The pressures stemming from China’s economy — and emanating upward through Chinese society and politics — will remain paramount over the next 5-10 years. The above has described only a very small selection of the internal social and economic constraints facing China’s government today. It completely neglects public anger over pollution, the myriad economic and industrial constraints posed by both pollution and pervasive low-level corruption, the impact of changes in Chinese labor flows and dynamics, rising education levels and much more. It completely neglects the ambivalence with which many ordinary Chinese regard the Communist Party government.

It also neglects external pressures and risks, whether economic or military. What would another global economic crisis and recession do to China’s already hobbled export sector? What would a prolonged spike in oil prices — the result, perhaps, of deepening crises in Russia or Iraq — mean for Chinese industry and its change to China’s growing army of car drivers? What impact will structural changes in the East Asian and world systems, such as Japan’s attempt at a national economic and military revival, have on China’s overseas economic and maritime interests, or on Chinese society’s confidence in the strength of its military and government? The potential risks, many of them of moderate to high probability, are legion. It takes only one to materialize to dramatically reduce the likelihood that the Communist Party, as currently constituted, survives China’s transformation.

The Old Model Breaks Down

Xi knows this. He and his advisers know China’s virtually insurmountable challenges better than anyone. They know how little time China has, how fragile the Party’s political legitimacy — its claim to the Mandate of Heaven — has become over the past three decades and how great the consequences of inaction will be. But they also know how much potentially greater are the consequences of failure. Knowing all these things, they are acting to reconstitute the Party one cautious step at a time.

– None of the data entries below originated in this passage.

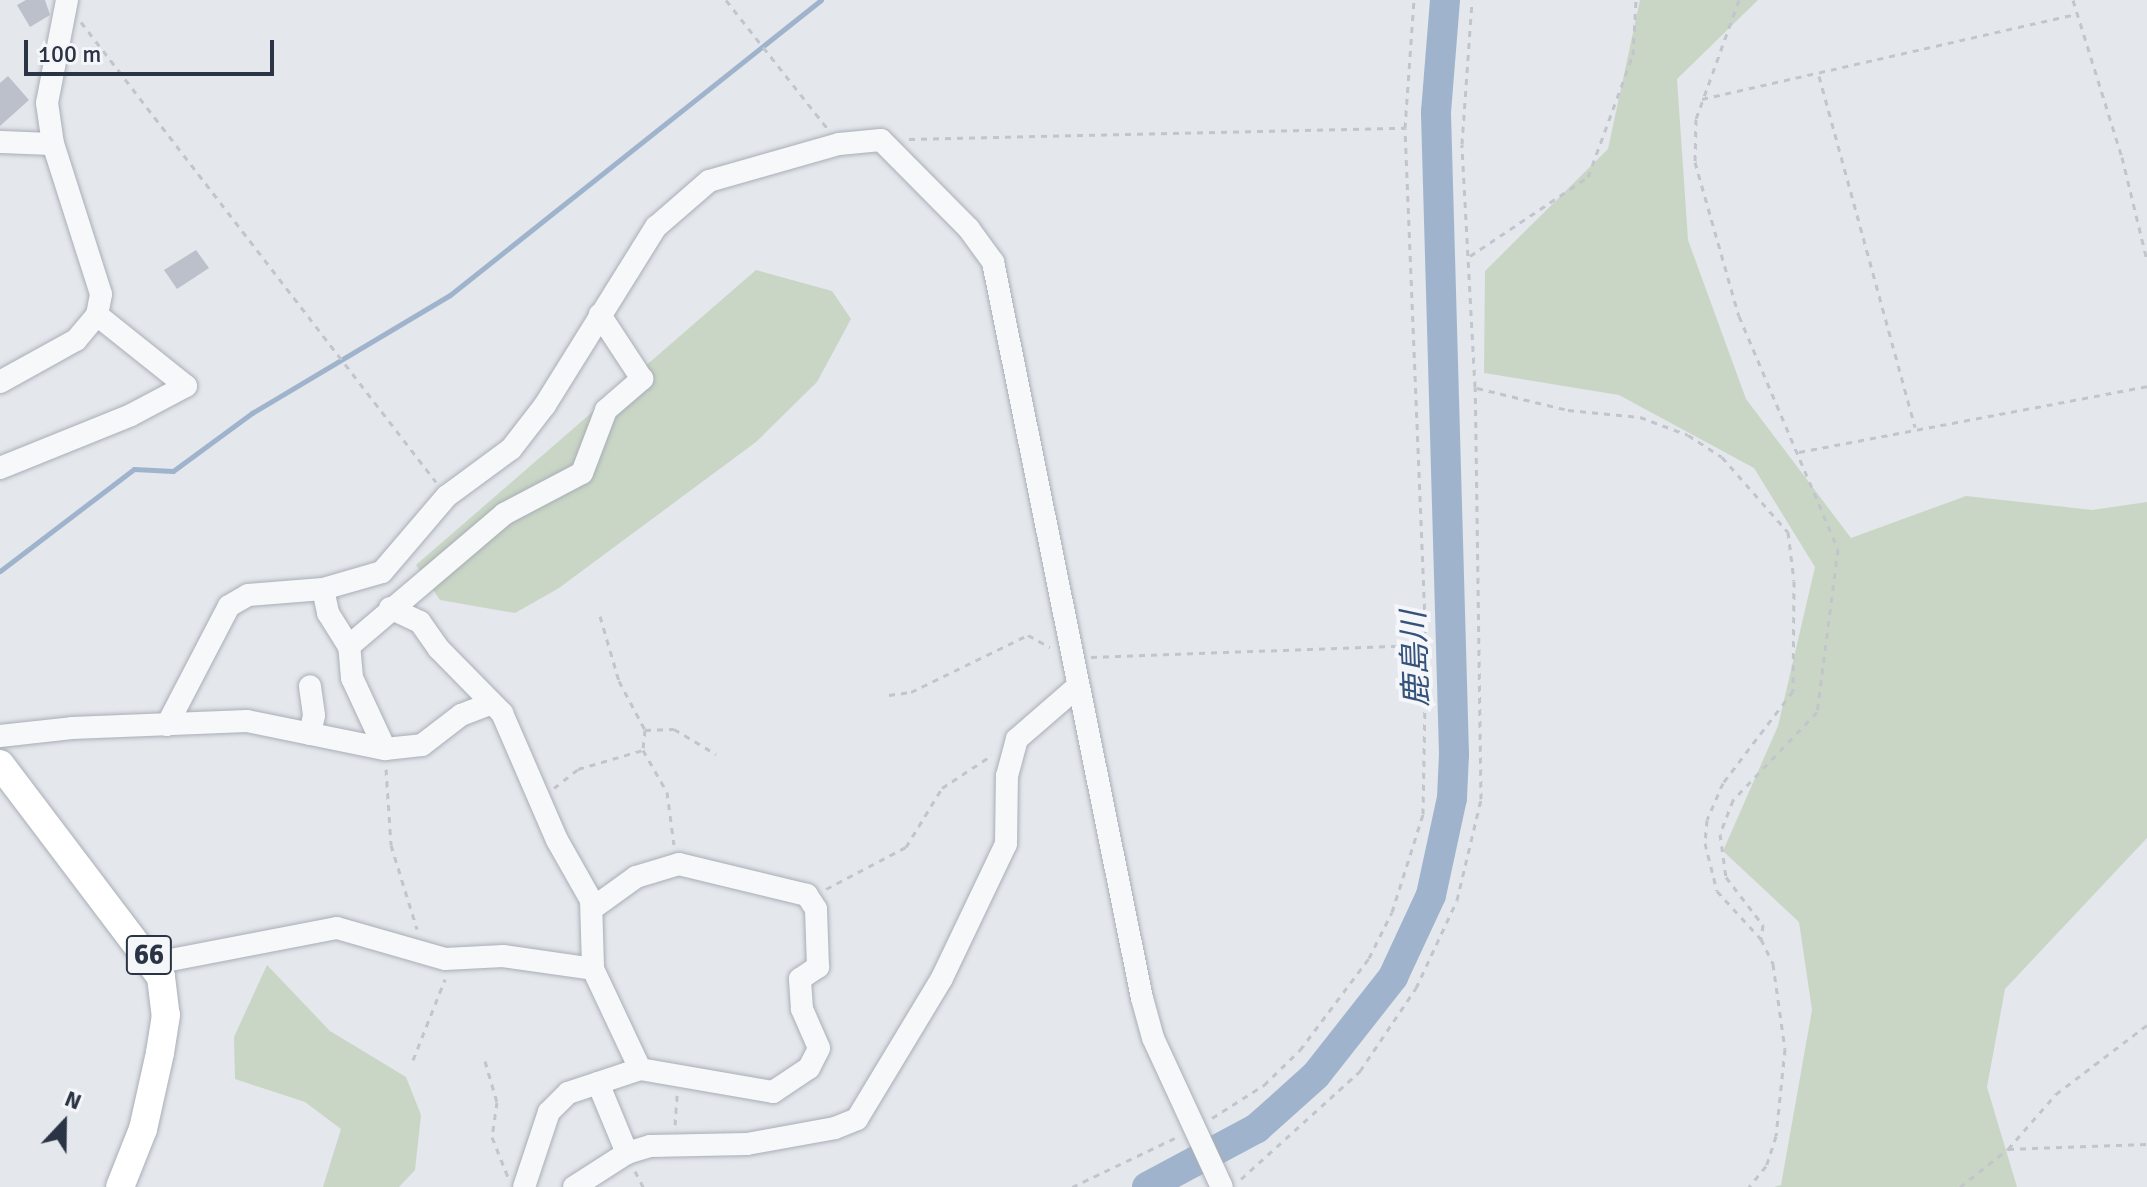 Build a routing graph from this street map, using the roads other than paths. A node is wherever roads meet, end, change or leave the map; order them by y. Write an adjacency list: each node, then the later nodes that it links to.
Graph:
1 (67, 5): 3 (street)
2 (0, 142): 3 (street)
3 (53, 144): 4 (street)
4 (97, 315): 6 (street); 7 (street)
5 (600, 315): 8 (street); 9 (street); 12 (street)
6 (0, 382)
7 (0, 468)
8 (323, 589): 10 (street); 14 (street)
9 (390, 608): 10 (street); 13 (street)
10 (349, 646): 17 (street)
11 (310, 686): 15 (street)
12 (1077, 687): 24 (street); 28 (street)
13 (489, 704): 17 (street); 19 (street)
14 (167, 725): 15 (street); 16 (street)
15 (310, 734): 17 (street)
16 (0, 736)
17 (385, 749)
18 (0, 764): 20 (main road, 66)
19 (593, 908): 21 (street); 22 (street)
20 (155, 963): 21 (street); 26 (main road, 66)
21 (593, 969): 22 (street)
22 (640, 1069): 23 (street)
23 (598, 1083): 24 (street); 25 (street)
24 (627, 1153): 27 (street)
25 (518, 1184)
26 (120, 1187)
27 (574, 1187)
28 (1222, 1187)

The anti-corruption campaign is one of those steps. It serves many overlapping functions: to clear out potential opponents, ideological or otherwise; to consolidate executive power and reduce bureaucratic red tape so as to ease the implementation of reform; to remind the Chinese people that the Communist Party has their best interests at heart; and to make it easier to make tough decisions.

Underlying and encompassing these, we see the specter of something else. The consensus-based model of politics that Deng built in order to regularize decision-making and bolster political stability during times of high growth and that effectively guided China throughout the post-Deng era is breaking down. It can no longer hold in the face of China’s transformation and the crises this will bring. Simply put, now that its post-1978 contract with Chinese society — a social contract grounded in the exchange of growth for stability — is up, the Party risks losing the public support and political legitimacy that this contract undergirded. A new and more adaptive but potentially much less stable model is being erected, or resurrected, from within the old. This model is grounded more firmly in the personality and prestige of the president and more capable, or so Chinese leaders seem to hope, of harnessing and managing the Chinese nation through what could well be a period of turmoil.

This does not necessarily mean a return to Imperial China, nor does it mean a return to the days and methods of the Great Helmsman, Mao. It doesn’t even mean the new model will succeed, even remotely. What it means will be decided only by the specific interplay of structure and contingency in the unfolding of history. But it is this transformation that serves as the fundamental, if latent, purpose for Xi’s anti-corruption campaign.